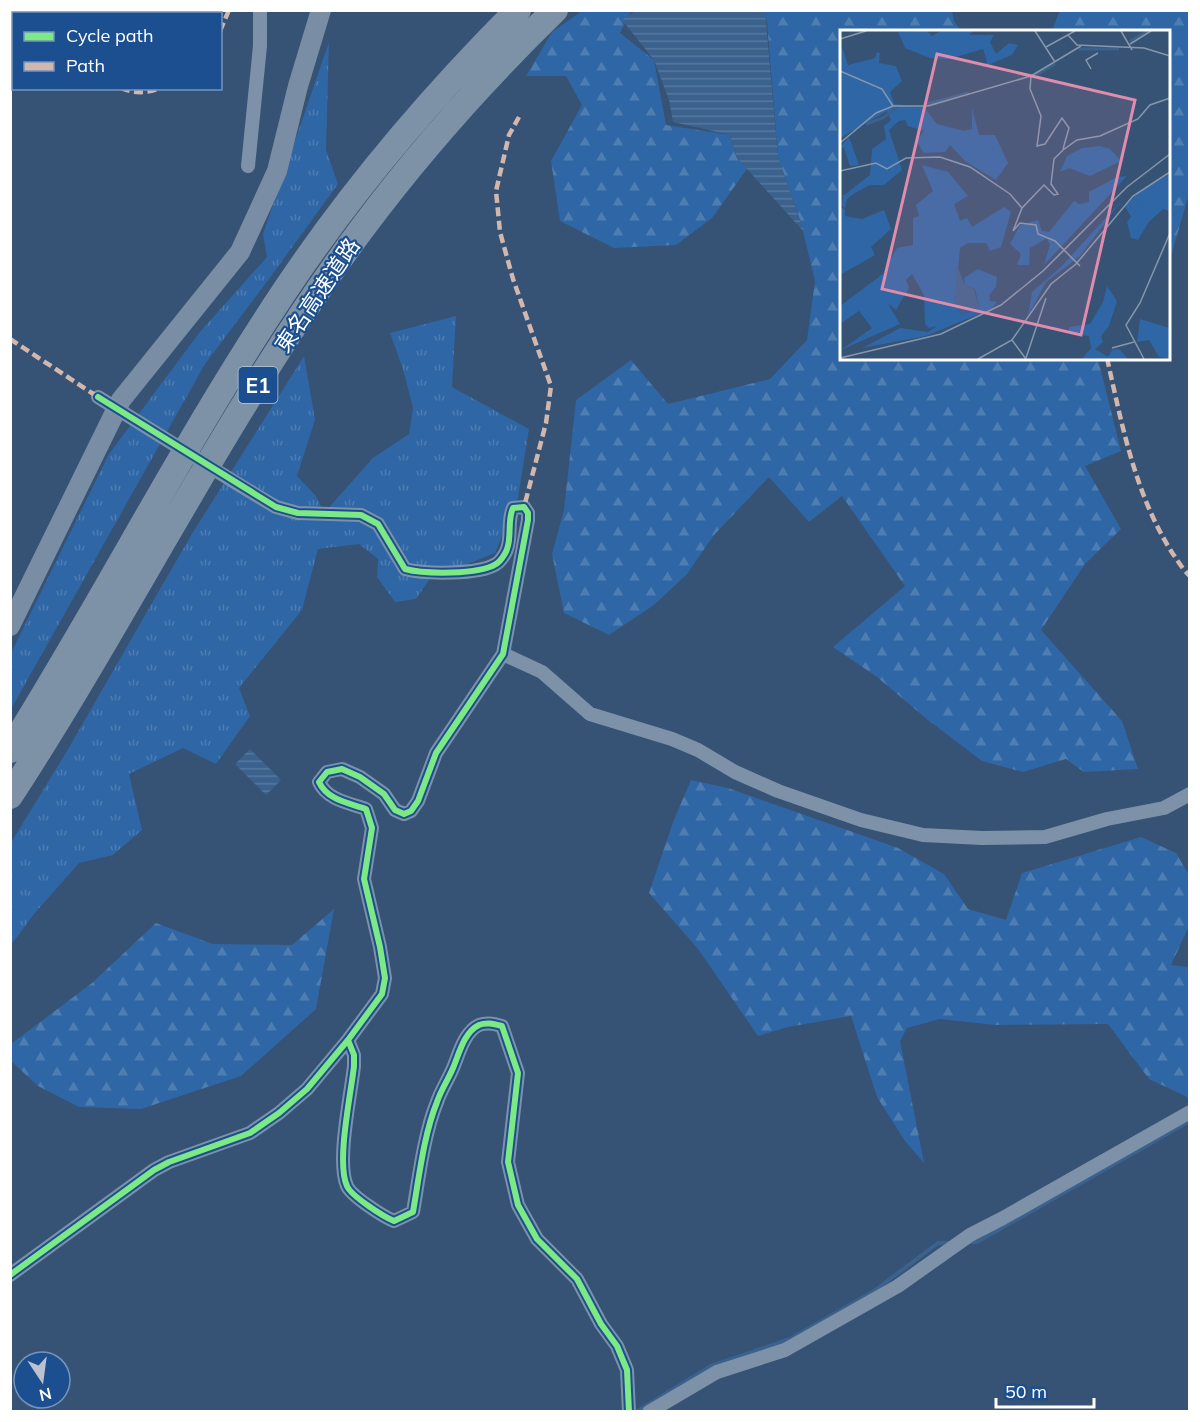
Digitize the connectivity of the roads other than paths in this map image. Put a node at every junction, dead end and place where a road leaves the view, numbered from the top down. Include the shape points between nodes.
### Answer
1 (260, 10) edge
2 (321, 10) edge
3 (518, 10) edge
4 (555, 10) edge
5 (248, 166) dead end
6 (98, 397) dead end
7 (10, 626) edge
8 (503, 654) junction
9 (10, 750) edge
10 (1190, 794) edge
11 (10, 796) edge
12 (348, 1040) junction
13 (1190, 1112) edge
14 (10, 1275) edge
15 (629, 1410) edge
16 (649, 1412) edge

1 - 5 street
2 - 7 street via 276,171 240,252 121,400
3 - 9 highway, 東名高速道路 / E1 via 462,65 386,153 284,292 177,465
4 - 11 highway, 東名高速道路 / E1 via 448,121 359,232 215,452
6 - 8 street, bridge via 276,507 298,513 362,515 378,524 405,569 420,573 481,570 497,563 507,549 510,514 513,508 524,507 528,520
8 - 10 street via 542,672 590,714 672,739 778,791 861,820 923,835 1045,837 1164,808
8 - 12 street via 435,753 411,811 404,814 395,810 384,794 342,769 327,772 319,782 331,796 366,809 372,828 364,879 385,978 382,994
12 - 14 street via 307,1089 279,1113 250,1133 154,1170
12 - 15 street via 354,1066 343,1155 347,1188 394,1221 413,1212 436,1103 459,1050 478,1025 502,1026 518,1073 508,1162 518,1205 537,1239 577,1279 617,1346 627,1370
13 - 16 street via 970,1235 898,1286 785,1350 717,1372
******************************
Every line of the material must be returned verbatim, and pictures must be left behind.

Digitize the connectivity of the roads other than paths in this map image. Put a node at every junction, dead end and place where a road leaves the view, numbered from the top down. Include the shape points between nodes.
### Answer
1 (260, 10) edge
2 (321, 10) edge
3 (518, 10) edge
4 (555, 10) edge
5 (248, 166) dead end
6 (98, 397) dead end
7 (10, 626) edge
8 (503, 654) junction
9 (10, 750) edge
10 (1190, 794) edge
11 (10, 796) edge
12 (348, 1040) junction
13 (1190, 1112) edge
14 (10, 1275) edge
15 (629, 1410) edge
16 (649, 1412) edge

1 - 5 street
2 - 7 street via 276,171 240,252 121,400
3 - 9 highway, 東名高速道路 / E1 via 462,65 386,153 284,292 177,465
4 - 11 highway, 東名高速道路 / E1 via 448,121 359,232 215,452
6 - 8 street, bridge via 276,507 298,513 362,515 378,524 405,569 420,573 481,570 497,563 507,549 510,514 513,508 524,507 528,520
8 - 10 street via 542,672 590,714 672,739 778,791 861,820 923,835 1045,837 1164,808
8 - 12 street via 435,753 411,811 404,814 395,810 384,794 342,769 327,772 319,782 331,796 366,809 372,828 364,879 385,978 382,994
12 - 14 street via 307,1089 279,1113 250,1133 154,1170
12 - 15 street via 354,1066 343,1155 347,1188 394,1221 413,1212 436,1103 459,1050 478,1025 502,1026 518,1073 508,1162 518,1205 537,1239 577,1279 617,1346 627,1370
13 - 16 street via 970,1235 898,1286 785,1350 717,1372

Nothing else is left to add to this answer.